If you think you know what you are doing, still buy a low cost index fund and only spend 10% of you money picking stocks.

Trading and financial derivatives are weapons of financial mass destruction.

Margin of safety, and that is not just limited to investing in the stock market, but any business transaction in general.


----------



## ROE (7 July 2013)

Elliot said:


> Bump -
> 
> If anyone has read this book and if this book is a great recommendation for a Beginner ?.
> 
> Cheers,




Warren Buffett recommend this book but I think there are better books...this book can be fairly boring
and only 2 chapter that is really useful ... Mr Market and Margin of Safety ...

buy for those 2 chapters would probably good enough for you to start out...
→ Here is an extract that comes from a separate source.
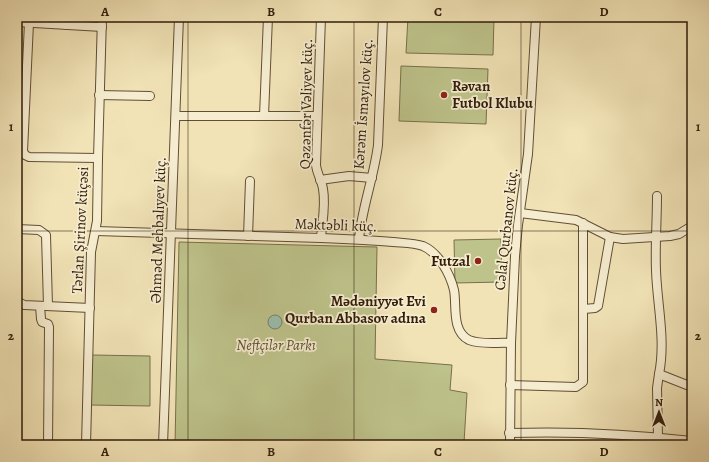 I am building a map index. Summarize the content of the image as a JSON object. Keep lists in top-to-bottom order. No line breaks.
{"streets":{"street":["Qəzənfər Vəliyev küç.","Kərəm İsmayılov küç.","Məktəbli küç.","Cəlal Qurbanov küç.","Tərlan Şirinov küçəsi","Əhməd Mehbalıyev küç."]},"crossings":[["Qəzənfər Vəliyev küç.","Məktəbli küç."],["Kərəm İsmayılov küç.","Məktəbli küç."],["Məktəbli küç.","Cəlal Qurbanov küç."],["Məktəbli küç.","Tərlan Şirinov küçəsi"],["Məktəbli küç.","Əhməd Mehbalıyev küç."]],"parks":["Neftçilər Parkı"],"places":["Rəvan Futbol Klubu","Futzal","Mədəniyyət Evi Qurban Abbasov adına"],"north":"top","grid":{"columns":["A","B","C","D"],"rows":["1","2"]}}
most value investing books emphasis on those 2 principles and they expand into other areas
of discussion....

I like this classic...
http://www.amazon.com/Uncommon-Profits-Writings-Investment-Classics/dp/0471445509


----------



## Klogg (8 July 2013)

ROE said:


> I like this classic...
> http://www.amazon.com/Uncommon-Profits-Writings-Investment-Classics/dp/0471445509




I haven't read this myself, but have heard good things about it...

As for The Intelligent Investor, it's good, not great. Of course when I started reading this material, I did it a little backward. I started with Security Analysis, googled every term I didn't understand and did the whole thing, start to finish (took me over 6 months from memory, reading 2-3hours a night! Yes, I'm slow lol)
Having done that, The Intelligent Investor seemed far too light on detail for me...


----------



## Tano (15 July 2013)

Read 'Peter Lynch - one up on wall st' first. 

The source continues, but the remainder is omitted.